→ SUPPLIED RECORDS:

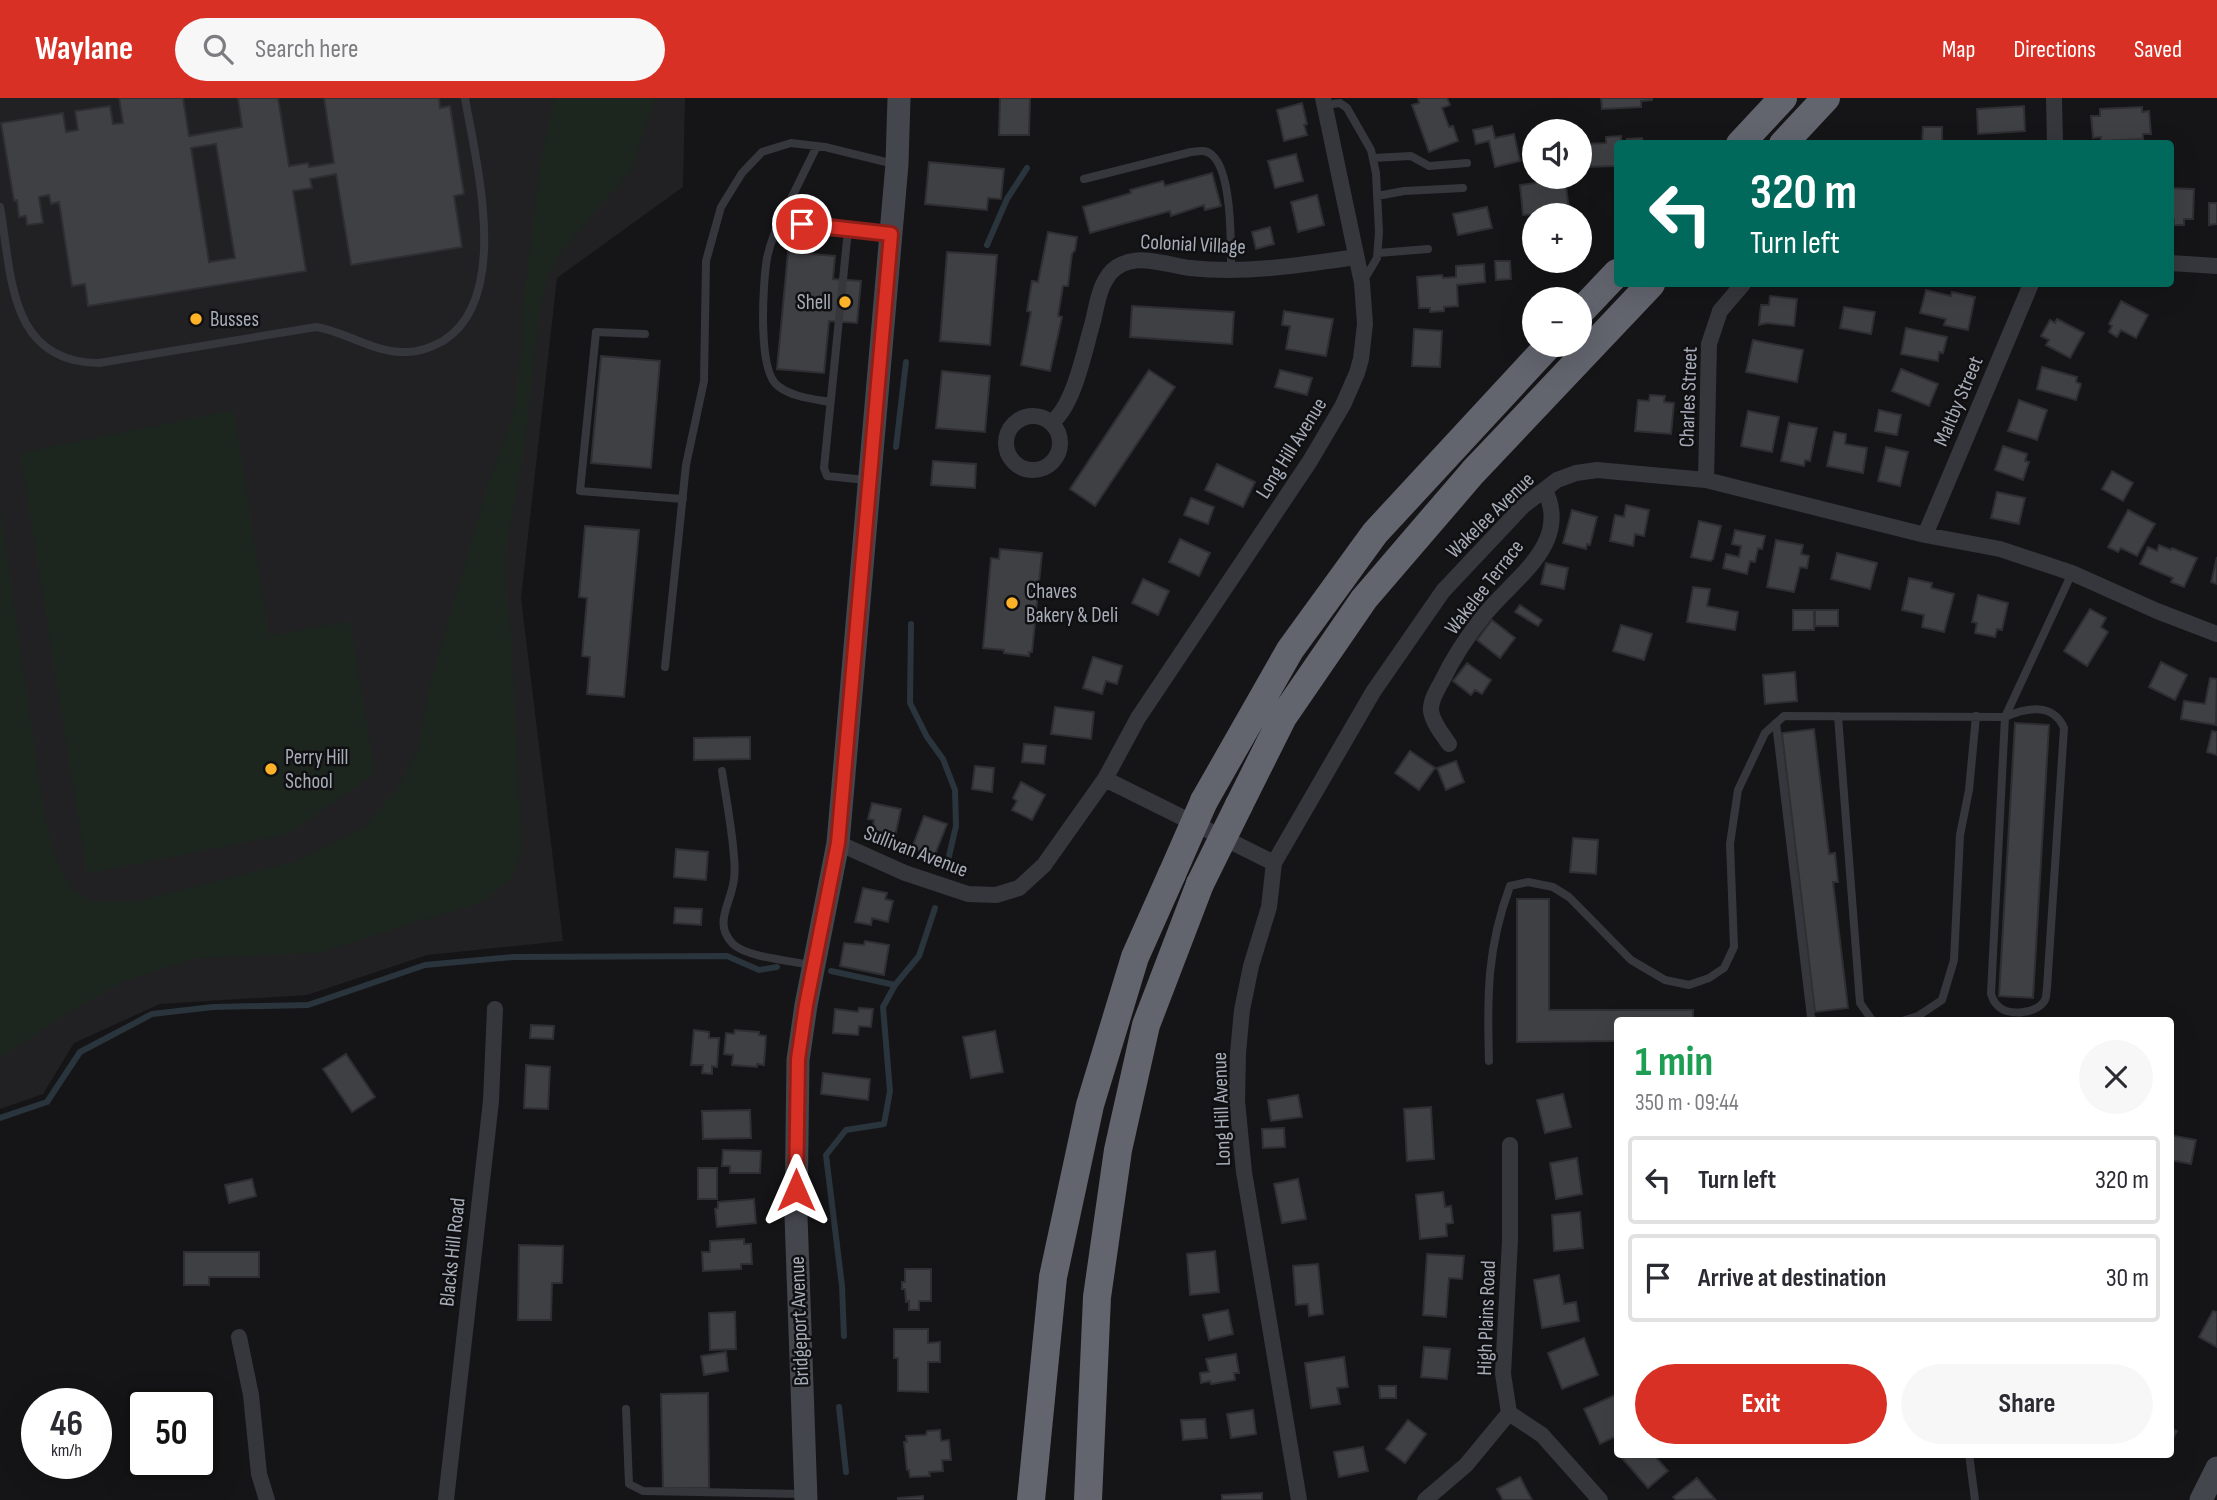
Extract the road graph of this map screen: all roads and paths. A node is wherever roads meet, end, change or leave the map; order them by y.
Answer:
1 (465, 98) edge
2 (899, 98) edge
3 (1783, 98) edge
4 (1826, 98) edge
5 (2054, 98) edge
6 (1324, 101) edge
7 (1744, 140) edge
8 (1787, 140) edge
9 (2055, 140) edge
10 (817, 146) junction
11 (1373, 158) junction
12 (1468, 163) dead end
13 (897, 164) junction
14 (1084, 179) dead end
15 (1463, 188) dead end
16 (1377, 196) junction
17 (0, 207) edge
18 (779, 221) junction
19 (848, 230) junction
20 (891, 234) junction
21 (1428, 249) dead end
22 (1378, 253) junction
23 (1356, 257) junction
24 (2174, 263) edge
25 (2217, 265) edge
26 (1231, 268) junction
27 (1614, 276) edge
28 (1362, 283) junction
29 (1648, 287) edge
30 (1740, 287) edge
31 (2030, 287) edge
32 (1592, 299) edge
33 (645, 334) dead end
34 (1538, 357) edge
35 (830, 402) junction
36 (1051, 423) dead end
37 (1706, 480) junction
38 (869, 481) junction
39 (1545, 489) junction
40 (683, 499) junction
41 (1925, 535) junction
42 (2072, 572) junction
43 (2217, 634) edge
44 (665, 667) dead end
45 (1838, 716) junction
46 (1976, 716) junction
47 (2005, 717) junction
48 (1776, 723) junction
49 (1449, 744) dead end
50 (722, 771) dead end
51 (1105, 779) junction
52 (838, 843) junction
53 (1274, 863) junction
54 (1019, 888) joint
55 (814, 966) junction
56 (495, 1009) dead end
57 (1811, 1017) edge
58 (1870, 1017) edge
59 (1915, 1017) edge
60 (1489, 1061) dead end
61 (1510, 1144) dead end
62 (1097, 1297) junction
63 (239, 1336) dead end
64 (626, 1409) dead end
65 (1509, 1413) junction
66 (1970, 1458) edge
67 (2217, 1468) edge
68 (805, 1497) edge
69 (267, 1500) edge
70 (446, 1500) edge
71 (1031, 1500) edge
72 (1088, 1500) edge
73 (1105, 1500) edge
74 (1299, 1500) edge
75 (1425, 1500) edge
76 (1600, 1500) edge
77 (1975, 1500) edge
78 (2201, 1500) edge

1 - 17 lane
2 - 13 main road, Bridgeport Avenue
3 - 7 highway
4 - 8 highway
5 - 9 street
6 - 11 lane
6 - 23 street, Long Hill Avenue
10 - 13 lane
10 - 18 lane
10 - 40 lane
11 - 12 lane
11 - 16 lane
13 - 20 main road, Bridgeport Avenue
14 - 26 lane
15 - 16 lane
16 - 22 lane
18 - 19 lane
18 - 35 lane
19 - 20 lane
19 - 35 lane
20 - 38 main road, Bridgeport Avenue
21 - 22 lane
22 - 28 lane
23 - 26 street, Colonial Village
23 - 28 street, Long Hill Avenue
24 - 25 street
26 - 36 street, Colonial Village
27 - 32 highway
28 - 51 street, Long Hill Avenue
29 - 62 highway, bridge
30 - 37 street, Charles Street
31 - 41 street, Maltby Street
33 - 40 lane
34 - 71 highway, bridge
35 - 38 lane
37 - 39 street, Wakelee Avenue
37 - 41 street, Wakelee Avenue
38 - 52 main road, Bridgeport Avenue
39 - 49 street, Wakelee Terrace
39 - 53 street, Wakelee Avenue
40 - 44 lane
41 - 42 street, Wakelee Avenue
42 - 43 street, Wakelee Avenue
42 - 47 lane
45 - 46 lane
45 - 48 lane
45 - 58 lane
46 - 47 lane
46 - 59 lane
47 - 47 lane
48 - 57 lane
48 - 60 lane
50 - 55 lane
51 - 53 street
51 - 54 street, Long Hill Avenue
52 - 54 street, Sullivan Avenue
52 - 55 main road, Bridgeport Avenue
53 - 74 street, Long Hill Avenue
55 - 68 main road, Bridgeport Avenue
56 - 70 street, Blacks Hill Road
61 - 65 street, High Plains Road
62 - 72 highway
62 - 73 highway
63 - 69 street
64 - 68 lane
65 - 75 street
65 - 76 street
66 - 77 lane
67 - 78 main road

→ YOUR INSTRUCTIONS:
Leave out the pictures and copy the rest of the material above exactly.

→ SOLUTION TO THE EXERCISE:
Extract the road graph of this map screen: all roads and paths. A node is wherever roads meet, end, change or leave the map; order them by y.
Answer:
1 (465, 98) edge
2 (899, 98) edge
3 (1783, 98) edge
4 (1826, 98) edge
5 (2054, 98) edge
6 (1324, 101) edge
7 (1744, 140) edge
8 (1787, 140) edge
9 (2055, 140) edge
10 (817, 146) junction
11 (1373, 158) junction
12 (1468, 163) dead end
13 (897, 164) junction
14 (1084, 179) dead end
15 (1463, 188) dead end
16 (1377, 196) junction
17 (0, 207) edge
18 (779, 221) junction
19 (848, 230) junction
20 (891, 234) junction
21 (1428, 249) dead end
22 (1378, 253) junction
23 (1356, 257) junction
24 (2174, 263) edge
25 (2217, 265) edge
26 (1231, 268) junction
27 (1614, 276) edge
28 (1362, 283) junction
29 (1648, 287) edge
30 (1740, 287) edge
31 (2030, 287) edge
32 (1592, 299) edge
33 (645, 334) dead end
34 (1538, 357) edge
35 (830, 402) junction
36 (1051, 423) dead end
37 (1706, 480) junction
38 (869, 481) junction
39 (1545, 489) junction
40 (683, 499) junction
41 (1925, 535) junction
42 (2072, 572) junction
43 (2217, 634) edge
44 (665, 667) dead end
45 (1838, 716) junction
46 (1976, 716) junction
47 (2005, 717) junction
48 (1776, 723) junction
49 (1449, 744) dead end
50 (722, 771) dead end
51 (1105, 779) junction
52 (838, 843) junction
53 (1274, 863) junction
54 (1019, 888) joint
55 (814, 966) junction
56 (495, 1009) dead end
57 (1811, 1017) edge
58 (1870, 1017) edge
59 (1915, 1017) edge
60 (1489, 1061) dead end
61 (1510, 1144) dead end
62 (1097, 1297) junction
63 (239, 1336) dead end
64 (626, 1409) dead end
65 (1509, 1413) junction
66 (1970, 1458) edge
67 (2217, 1468) edge
68 (805, 1497) edge
69 (267, 1500) edge
70 (446, 1500) edge
71 (1031, 1500) edge
72 (1088, 1500) edge
73 (1105, 1500) edge
74 (1299, 1500) edge
75 (1425, 1500) edge
76 (1600, 1500) edge
77 (1975, 1500) edge
78 (2201, 1500) edge

1 - 17 lane
2 - 13 main road, Bridgeport Avenue
3 - 7 highway
4 - 8 highway
5 - 9 street
6 - 11 lane
6 - 23 street, Long Hill Avenue
10 - 13 lane
10 - 18 lane
10 - 40 lane
11 - 12 lane
11 - 16 lane
13 - 20 main road, Bridgeport Avenue
14 - 26 lane
15 - 16 lane
16 - 22 lane
18 - 19 lane
18 - 35 lane
19 - 20 lane
19 - 35 lane
20 - 38 main road, Bridgeport Avenue
21 - 22 lane
22 - 28 lane
23 - 26 street, Colonial Village
23 - 28 street, Long Hill Avenue
24 - 25 street
26 - 36 street, Colonial Village
27 - 32 highway
28 - 51 street, Long Hill Avenue
29 - 62 highway, bridge
30 - 37 street, Charles Street
31 - 41 street, Maltby Street
33 - 40 lane
34 - 71 highway, bridge
35 - 38 lane
37 - 39 street, Wakelee Avenue
37 - 41 street, Wakelee Avenue
38 - 52 main road, Bridgeport Avenue
39 - 49 street, Wakelee Terrace
39 - 53 street, Wakelee Avenue
40 - 44 lane
41 - 42 street, Wakelee Avenue
42 - 43 street, Wakelee Avenue
42 - 47 lane
45 - 46 lane
45 - 48 lane
45 - 58 lane
46 - 47 lane
46 - 59 lane
47 - 47 lane
48 - 57 lane
48 - 60 lane
50 - 55 lane
51 - 53 street
51 - 54 street, Long Hill Avenue
52 - 54 street, Sullivan Avenue
52 - 55 main road, Bridgeport Avenue
53 - 74 street, Long Hill Avenue
55 - 68 main road, Bridgeport Avenue
56 - 70 street, Blacks Hill Road
61 - 65 street, High Plains Road
62 - 72 highway
62 - 73 highway
63 - 69 street
64 - 68 lane
65 - 75 street
65 - 76 street
66 - 77 lane
67 - 78 main road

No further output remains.